Post by John Ruggero »

In the slow introduction to the last movement of Beethoven’s Sonata op 101, the swell large swell marked with an arrow has been applied to the cadenza on the third system in the first edition (shown as the second example) and all subsequent editions that I am familiar with.
op 101 ex 1.jpeg
op 101 ex 1.jpeg (292.9 KiB) Viewed 7760 times
op 101 ex 2.jpeg
op 101 ex 2.jpeg (117.11 KiB) Viewed 7760 times
Is it possible that this swell actually pertains to the staff above?

The strange peak of this swell on the neighboring note D# puzzled the original engravers, who moved it to the following G#. But it is clearly the B at the beginning of the beamed group that would be the natural peak note.

The swell is exactly the length of the measure above it and its peak falls quite near the peak tone in the right hand. This degree of imprecision regarding hairpins was normal for Beethoven. Beethoven often placed hairpins above or below a system when there was no room between the staves. This can be seen in the very first measures of the Sonata:
op 101 ex 3.jpeg
op 101 ex 3.jpeg (87.39 KiB) Viewed 7760 times
Is it possible that Beethoven wanted an intense swell to accompany this intense moment in the piece followed by a drop to the following cadenza measure, which is to be played very delicately.
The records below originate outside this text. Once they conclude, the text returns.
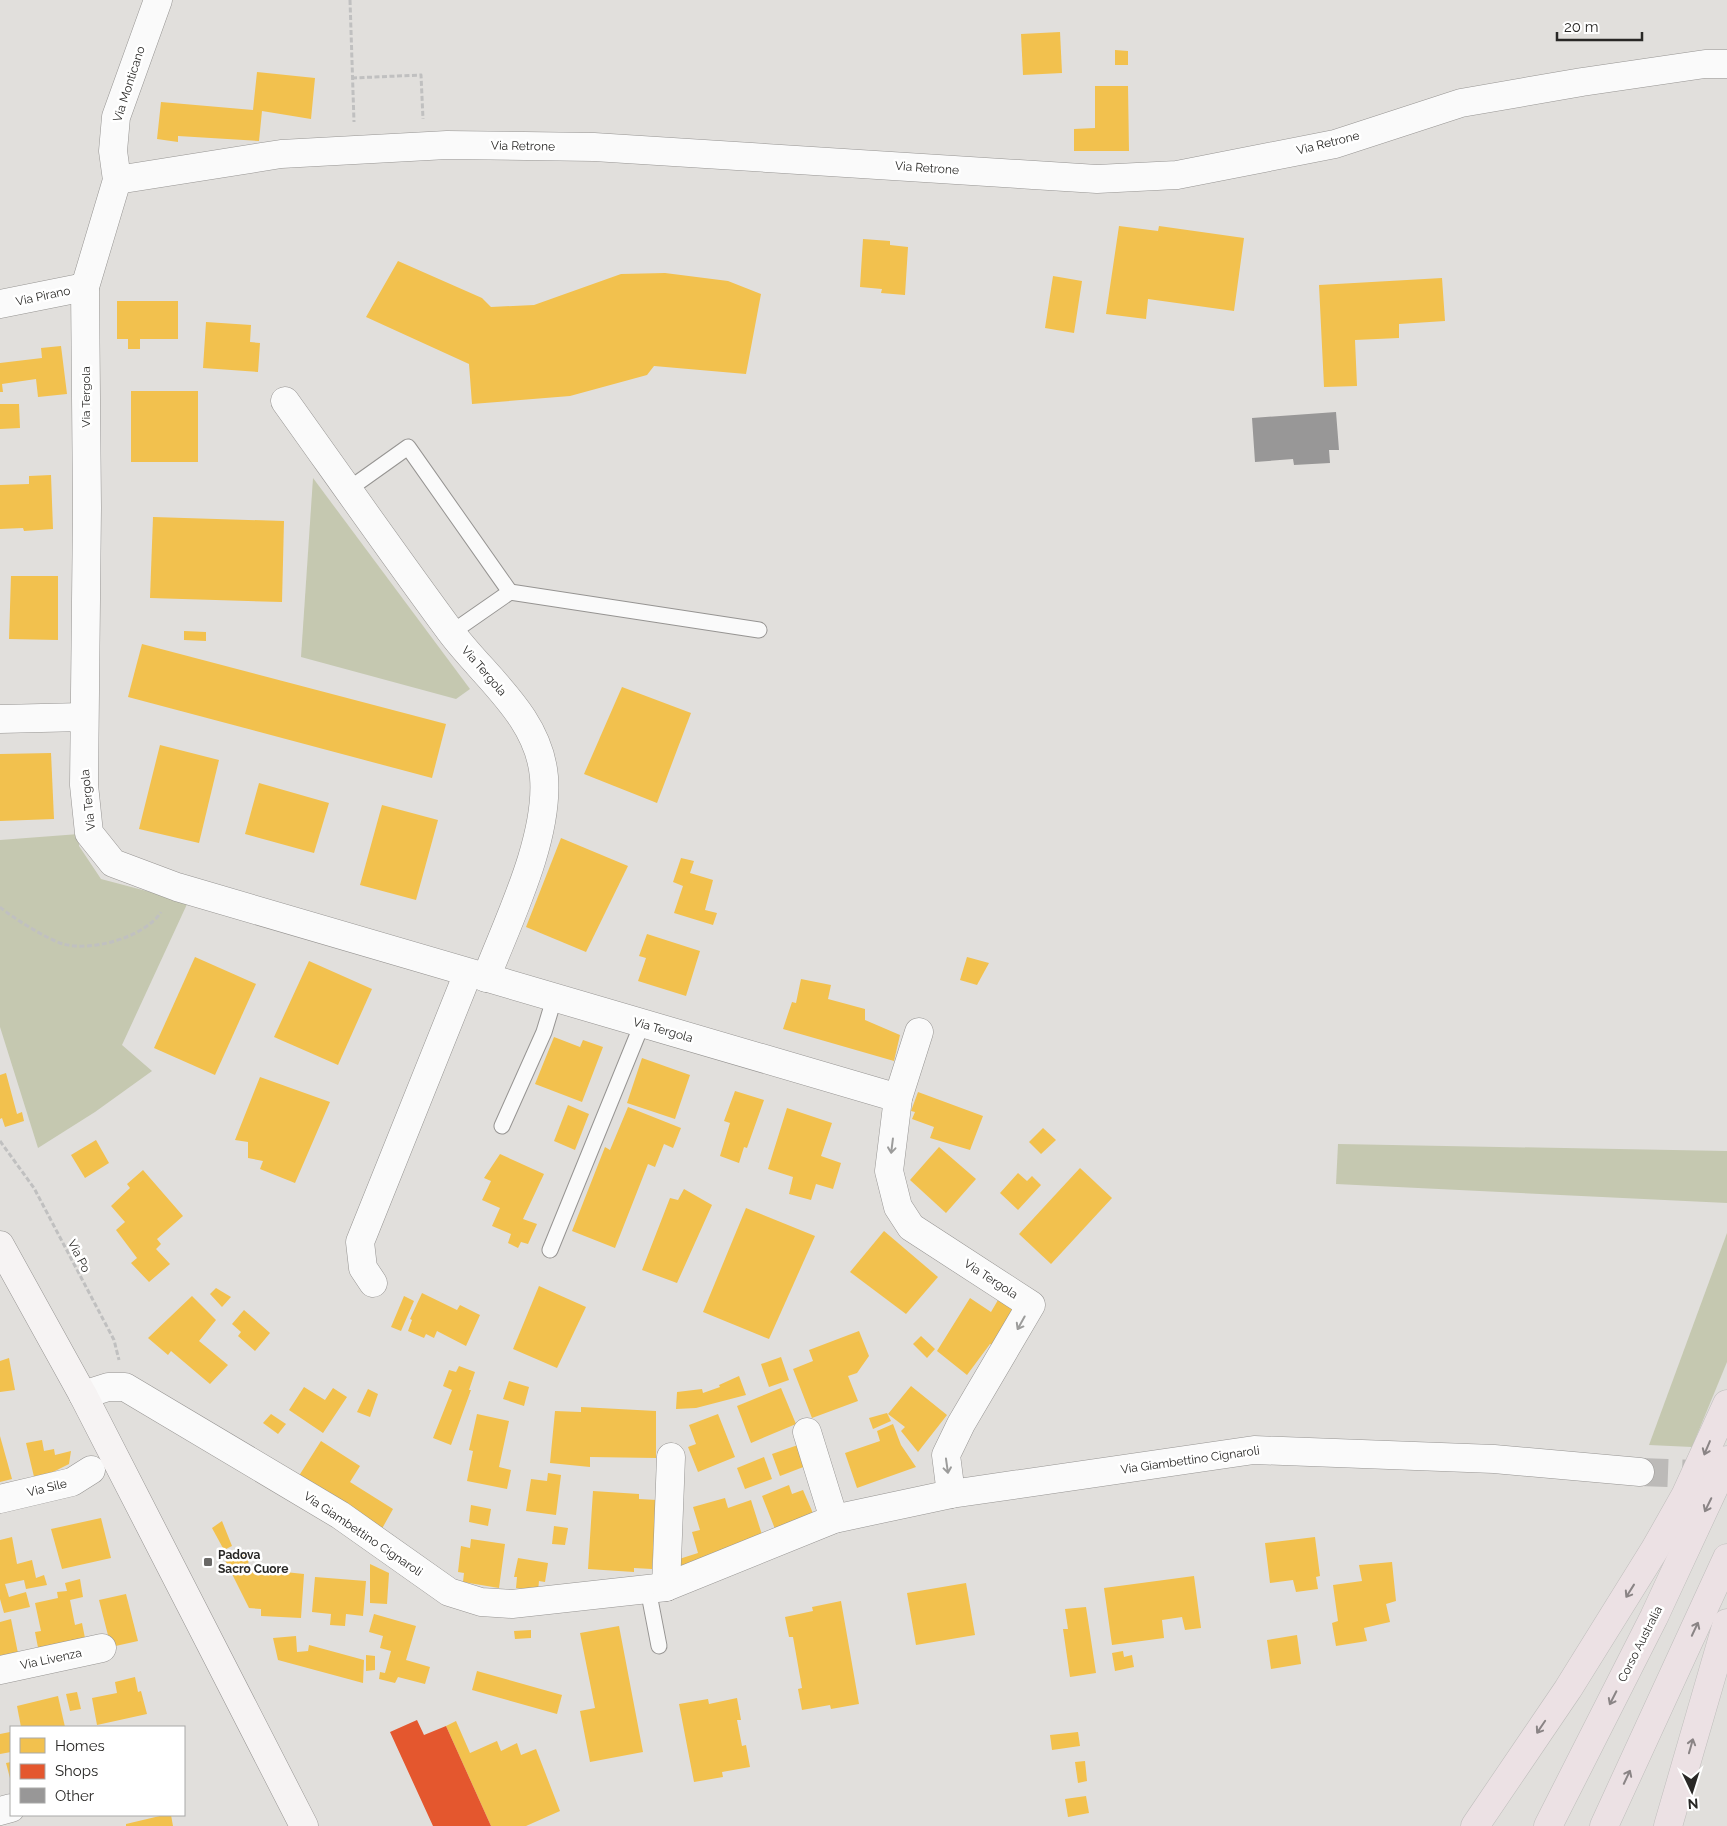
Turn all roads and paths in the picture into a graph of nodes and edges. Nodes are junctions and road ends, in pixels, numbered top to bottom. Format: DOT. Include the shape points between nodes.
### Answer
graph roads {
  1 [pos="158,0"];
  2 [pos="350,0"];
  3 [pos="1727,64"];
  4 [pos="352,78"];
  5 [pos="423,122"];
  6 [pos="354,127"];
  7 [pos="117,180"];
  8 [pos="85,287"];
  9 [pos="0,304"];
  10 [pos="285,401"];
  11 [pos="349,489"];
  12 [pos="510,592"];
  13 [pos="758,630"];
  14 [pos="451,633"];
  15 [pos="83,717"];
  16 [pos="0,719"];
  17 [pos="177,887"];
  18 [pos="0,907"];
  19 [pos="477,976"];
  20 [pos="554,999"];
  21 [pos="642,1024"];
  22 [pos="920,1032"];
  23 [pos="898,1098"];
  24 [pos="502,1126"];
  25 [pos="0,1141"];
  26 [pos="0,1245"];
  27 [pos="550,1250"];
  28 [pos="373,1283"];
  29 [pos="126,1387"];
  30 [pos="84,1395"];
  31 [pos="1727,1404"];
  32 [pos="807,1432"];
  33 [pos="671,1457"];
  34 [pos="1727,1460"];
  35 [pos="91,1470"];
  36 [pos="1640,1472"];
  37 [pos="951,1494"];
  38 [pos="0,1499"];
  39 [pos="834,1519"];
  40 [pos="1727,1558"];
  41 [pos="657,1588"];
  42 [pos="1727,1623"];
  43 [pos="659,1646"];
  44 [pos="102,1648"];
  45 [pos="0,1670"];
  46 [pos="304,1826"];
  47 [pos="1475,1826"];
  48 [pos="1548,1826"];
  49 [pos="1604,1826"];
  50 [pos="1668,1826"];
  1 -- 7 [label="street, Via Monticano" via="116,117 114,151"];
  2 -- 4 [label="path"];
  3 -- 7 [label="street, Via Retrone" via="1705,64 1582,82 1461,103 1335,144 1177,175 1097,179 594,146 447,145 281,154"];
  4 -- 5 [label="path" via="421,75"];
  4 -- 6 [label="path"];
  7 -- 8 [label="street, Via Monticano"];
  8 -- 9 [label="street, Via Pirano"];
  8 -- 15 [label="street, Via Tergola" via="87,518"];
  10 -- 11 [label="street, Via Tergola"];
  11 -- 12 [label="lane" via="408,447"];
  11 -- 14 [label="street, Via Tergola"];
  12 -- 13 [label="lane"];
  12 -- 14 [label="lane"];
  14 -- 19 [label="street, Via Tergola" via="520,713 537,744 544,777 543,813 537,845"];
  15 -- 16 [label="street"];
  15 -- 17 [label="street, Via Tergola" via="84,786 89,833 113,863"];
  17 -- 18 [label="path" via="157,918 138,933 86,945 63,944"];
  17 -- 19 [label="street, Via Tergola"];
  19 -- 20 [label="street, Via Tergola"];
  19 -- 28 [label="street, Via Tergola" via="360,1242 363,1268"];
  20 -- 21 [label="street, Via Tergola"];
  20 -- 24 [label="lane" via="544,1032"];
  21 -- 23 [label="street, Via Tergola"];
  21 -- 27 [label="lane"];
  22 -- 23 [label="street, Via Tergola"];
  23 -- 37 [label="street, Via Tergola, one-way" via="889,1171 898,1207 911,1227 1031,1305 946,1455"];
  25 -- 29 [label="path, Via Po" via="34,1188 114,1340"];
  26 -- 30 [label="main road"];
  29 -- 30 [label="street" via="108,1387"];
  29 -- 41 [label="street, Via Giambettino Cignaroli" via="340,1515 449,1592 481,1602 512,1604"];
  30 -- 46 [label="main road"];
  31 -- 47 [label="highway, one-way" via="1685,1496 1655,1550 1568,1688"];
  32 -- 39 [label="street"];
  33 -- 41 [label="street"];
  34 -- 48 [label="highway, Corso Australia, one-way" via="1654,1617"];
  35 -- 38 [label="street, Via Sile" via="72,1482"];
  36 -- 37 [label="street, Via Giambettino Cignaroli" via="1494,1459 1254,1450"];
  37 -- 39 [label="street, Via Giambettino Cignaroli"];
  39 -- 41 [label="street, Via Giambettino Cignaroli"];
  49 -- 40 [label="highway, one-way"];
  41 -- 43 [label="lane"];
  50 -- 42 [label="highway, one-way"];
  44 -- 45 [label="street, Via Livenza"];
}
But why wouldn’t Beethoven have corrected this error in the first edition? Perhaps he attempted to correct it by adding the cresc. and P in the next measure which do not occur in the MS. The cramped space in the first edition made a perfect correction very costly since it would involve reengraving the entire page. Then he left the erroneous swell marking as harmless since a small swell shaping would be implicit in such a passage.

What do Notat.io readers think?

Two other moments are of interest in this passage. Note the centered beaming at the end of the second measure right hand and marked in the first example with a star. That Beethoven resorted to such tortured notation illustrates again his use of stem direction as a kind of phrasing or even “instrumentation”. The last two notes had to be up-stemmed to lead to the up-stemmed notes in the next measures, yet the first notes had to be down-stemmed to show that they represent a new color in contrast to the previous measure. Beethoven’s notation is impossible to engrave and the solution in the first edition is probably the only viable one. Beethoven would not have broken the beam before the last two sixteenth notes because this would have indicated a phrasing break that he did not intend.

Another interesting moment occurs at the end of the cadenza marked by two stars in the first example. Note that the MS and first edition start a new beam at the beginning of the rolled E major chord. Beethoven even lays out the passage so that arpeggio starts a new line to lead to the music that follows. Yet all modern editions do not break the beam. This tradition is shown in the Schenker edition:
op 101 ex 4.jpeg
op 101 ex 4.jpeg (154.54 KiB) Viewed 7760 times
Why something so clearly in opposition to the composer’s intention has crept into later editions, even the best ones, is hard to understand. This is not the only case that I am encountering in editing Beethoven's piano sonatas.